Although these control networks are kept separated from the typical corporate network and are generally not directly connected to the Internet, there are many possibilities that can allow someone with malicious intent to “jump” across those barriers or find a hole in the barriers that allow them access to these devices.  Once attackers have gained access they can do things like adjust the speed that centrifuges spin in order to damage a nuclear program, or increase the pressure in a system to extreme levels while disabling the monitors that would alert an operator to that dangerous condition.

Second, hackers are getting much more intelligent and sophisticated about how to attack industrial control systems.  In the past, most attacks targeted standard Windows PCs and Unix servers, and software from vendors like Microsoft  was often one of the biggest targets.  Now, hackers have set new targets and devices from vendors like Siemens & Rockwell are being studied to find holes.  ICS-CERT, a team within the US Department of Homeland Security, published nearly 100 new advisories last year about new vulnerabilities in industrial control systems.

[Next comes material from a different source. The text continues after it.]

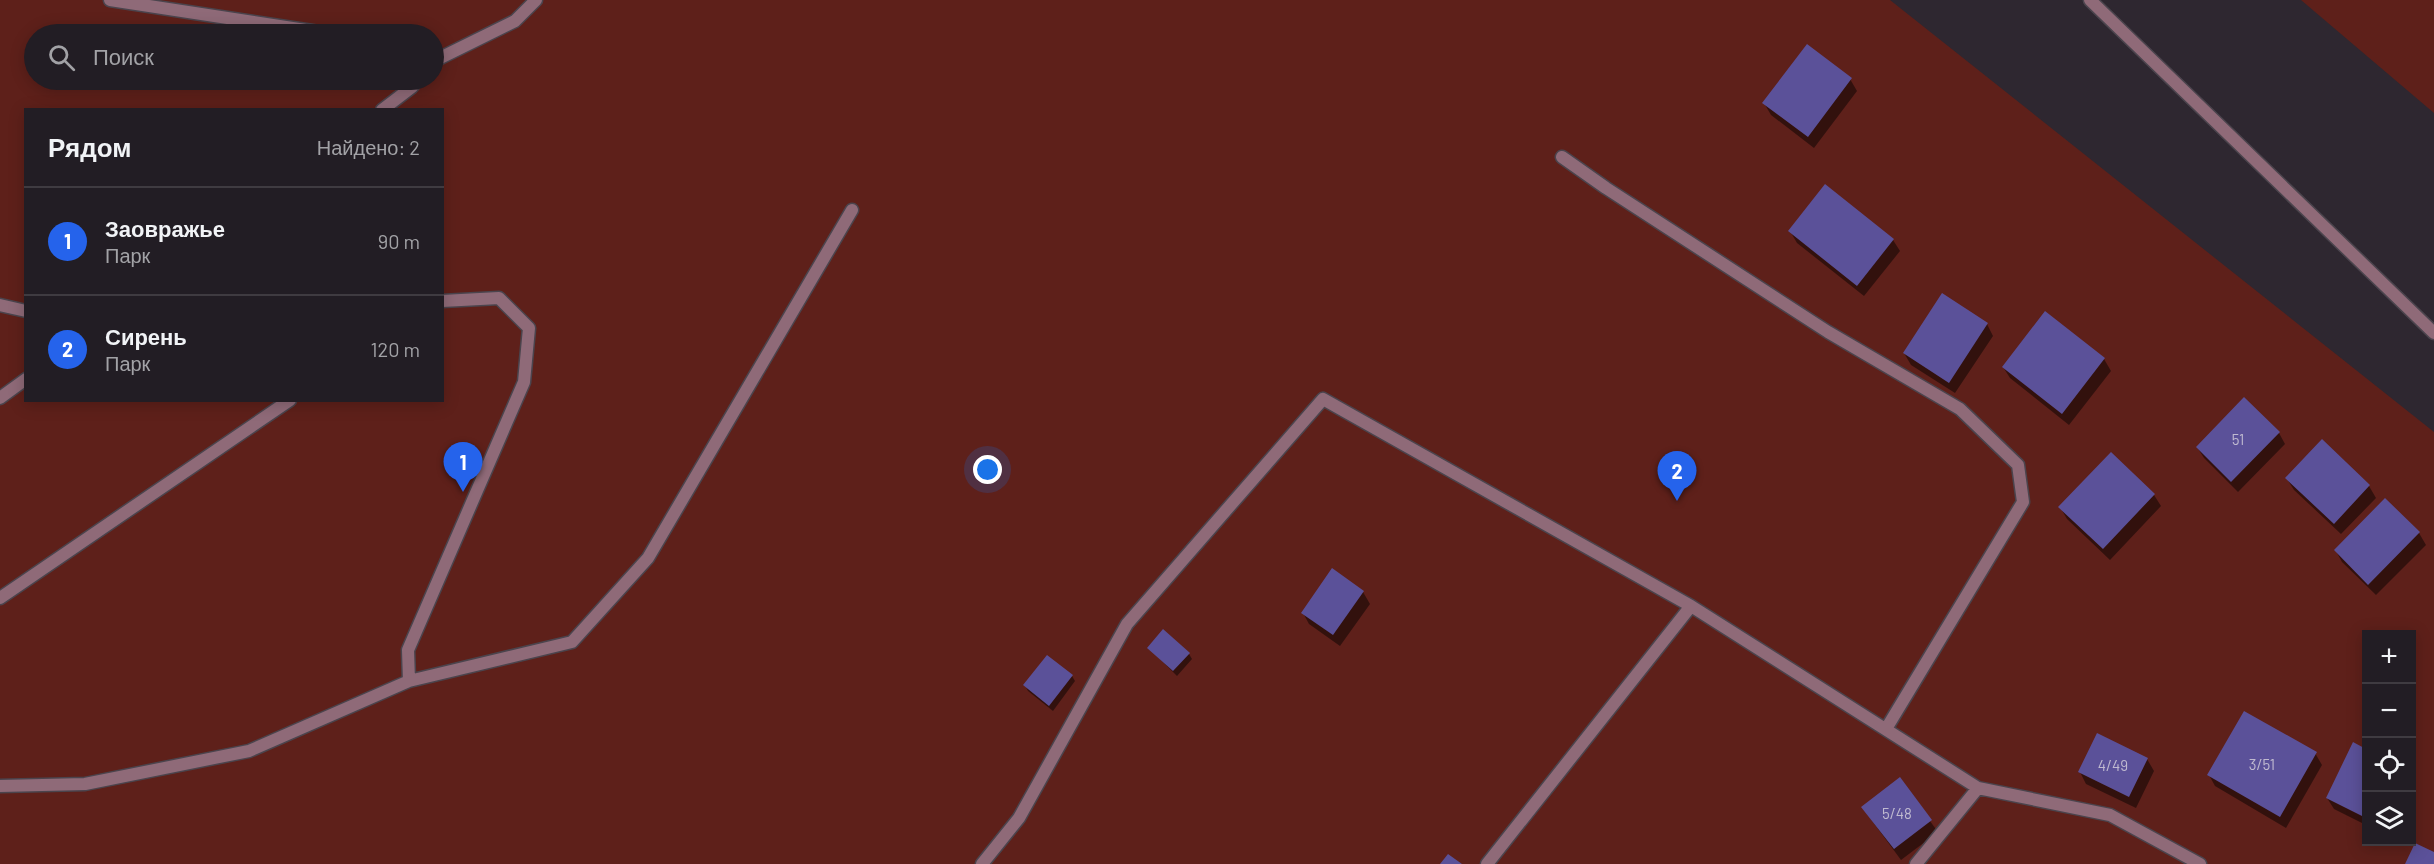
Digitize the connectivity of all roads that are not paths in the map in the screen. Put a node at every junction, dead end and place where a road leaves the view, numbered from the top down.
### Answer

Atomik Research recently conducted a survey on the “Enterprise Internet of Things” within the energy industry that examined the impact of these emerging security threats.  The findings indicate there is a great deal of concern about these issues today.    Over half the respondents said IoT devices had the potential to become the biggest security risk in their organization.  80% of survey respondents were “very” or “somewhat” concerned with the security risks of connecting IoT devices to their networks, but only 48% expected to receive any additional budget to protect these IoT devices.

The risk is real, and the industry is now recognizing that risk, so now the question is what can we do about it?   Assessing the risk is an important first step.  The industry is in a difficult position right now because although there is a constant stream of attacks going on against IT systems, for most organizations the attacks against industrial systems are still more of an impending problem than one they are already seeing today.   But ensuring the next risk assessment or safety assessment your organization conducts incorporates cyber-security attacks against industrial control systems as part of the plan will lay the groundwork for taking action.

A good place to start from a technology perspective is to put in place systems to monitor for cyber-attacks on control networks.  Since many attacks that happen go undetected for weeks or months, early detection can help reduce the impact and give you time to respond before an attack turns into a catastrophic problem.  Some of the most high-profile attacks in the news, both against industrial systems like STUXNET, and against retailers like Target, created massive damage mainly because the attackers were able to stay undetected for an extended period of time.

These cyber attacks are coming, will you be prepared?